Keeping yourself or a loved one at home is a great option, assuming there is a support network there to help with the responsibilities. Some at-home caregivers utilize adult day centers or senior centers to help balance caregiving schedules with their personal lives while others opt for more hands-on care. Here are some common duties home healthcare workers can provide:

  • Housekeeping services

  • Care during weekends, holidays, and emergencies

  • Companionship and entertainment

  • Medication observation

  • Mobility and transportation

  • Meal preparations/feeding

  • Exercise support

  • Assistance with grooming and hygiene

  • Advocacy and life planning

  • Socialization/companionship

  • Entertainment/Assistance with hobbies

  • Assist with safety, such as handrails


Memory Care Residential Facilities

Memory care homes provide highly structured, care-intensive environment. These residential care centers offer advanced care and continuous monitoring for seniors with advanced dementia or Alzheimer’s disease.


Below are some fundamental characteristics of a memory care homes:

  • Round-The-Clock Care: A major benefit to residential homes is the 24/7 supervision and care provided by nursing staff. Residents are never alone, ensuring they can’t wander or hurt themselves, while medical care is always nearby.

  • Intensive Care: Memory care usually offers their own memory specialists with more intense treatment options and quality-of-life improvements, such as memory walls and memory exercises.

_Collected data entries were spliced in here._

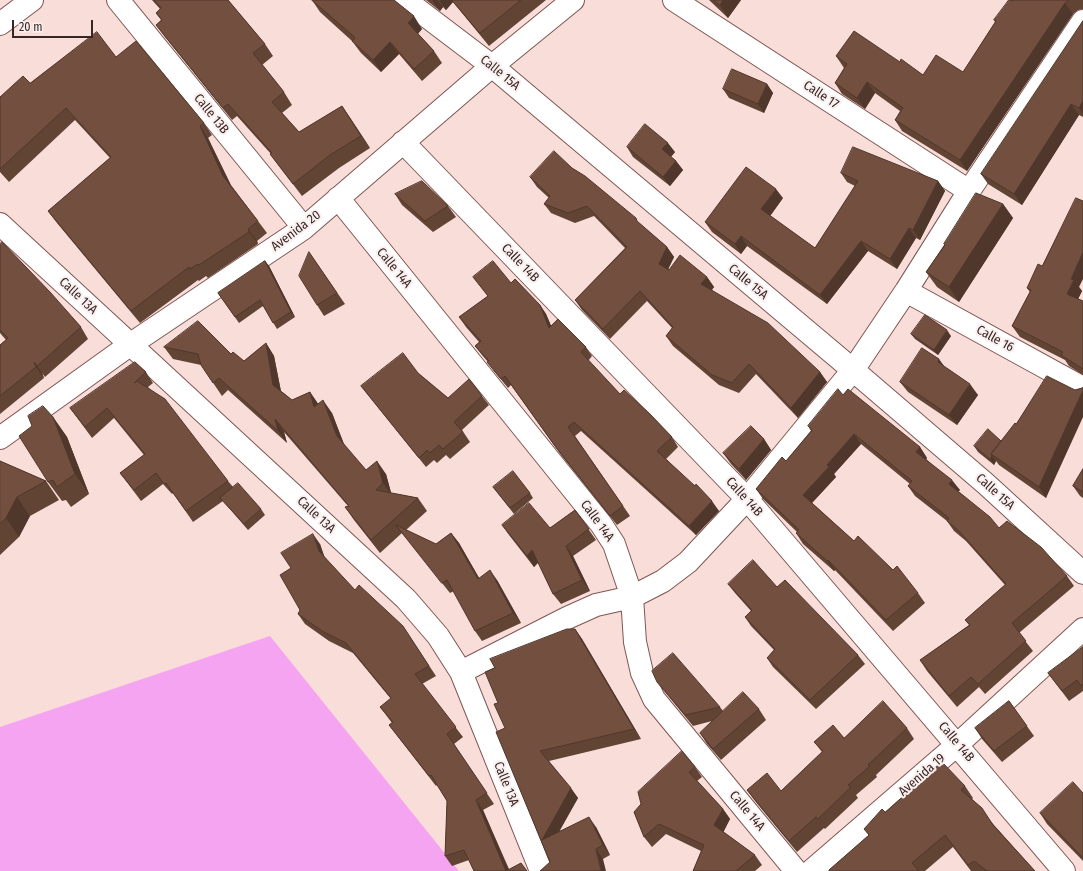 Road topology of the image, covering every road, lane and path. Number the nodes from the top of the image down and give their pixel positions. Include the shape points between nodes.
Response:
1 (32, 0) edge
2 (118, 0) edge
3 (405, 0) edge
4 (573, 0) edge
5 (674, 0) edge
6 (1083, 21) edge
7 (0, 24) edge
8 (492, 66) junction
9 (403, 142) junction
10 (969, 191) junction
11 (338, 198) junction
12 (0, 224) edge
13 (304, 228) junction
14 (906, 291) junction
15 (131, 344) junction
16 (853, 370) junction
17 (1083, 388) edge
18 (0, 438) edge
19 (747, 499) junction
20 (1083, 573) edge
21 (632, 597) junction
22 (1083, 629) edge
23 (461, 672) junction
24 (958, 744) junction
25 (541, 871) edge
26 (796, 871) edge
27 (812, 871) edge
28 (1064, 871) edge

1 - 7 street
2 - 13 street, Calle 13B
3 - 8 street, Calle 15A
4 - 8 street, Avenida 20
5 - 10 street, Calle 17
6 - 10 street
8 - 9 street, Avenida 20
8 - 16 street, Calle 15A
9 - 11 street, Avenida 20
9 - 19 street, Calle 14B
10 - 14 street
11 - 13 street, Avenida 20
11 - 21 street, Calle 14A via 601,524 614,544
12 - 15 street, Calle 13A
13 - 15 street, Avenida 20
14 - 16 street
14 - 17 street, Calle 16
15 - 18 street, Avenida 20
15 - 23 street, Calle 13A via 406,598 438,636
16 - 19 street
16 - 20 street, Calle 15A via 986,484
19 - 21 street via 688,562 663,581
19 - 24 street, Calle 14B
21 - 23 street via 596,605
21 - 26 street, Calle 14A via 635,642 642,673 654,699
22 - 24 street, Avenida 19
23 - 25 street, Calle 13A
24 - 27 street, Avenida 19
24 - 28 street, Calle 14B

  • Specialized Living and Services: Unlike nursing homes or assisted living, memory care is designed to accommodate memory loss specifically. This often includes color coordinated hallways and circular building design to prevent wandering. Seniors with memory loss also receive additional nutritional assistance, exercise options, and specialized entertainment.


There are so many senior care options out there, it can hard to decide what is best. If you are having trouble navigating your care options, consider consulting with a senior care adviser. These professionals help navigate senior care options to choose services that can accommodate personal needs and preferences. No matter which services you choose, take comfort knowing you’re doing what’s best for you and your family.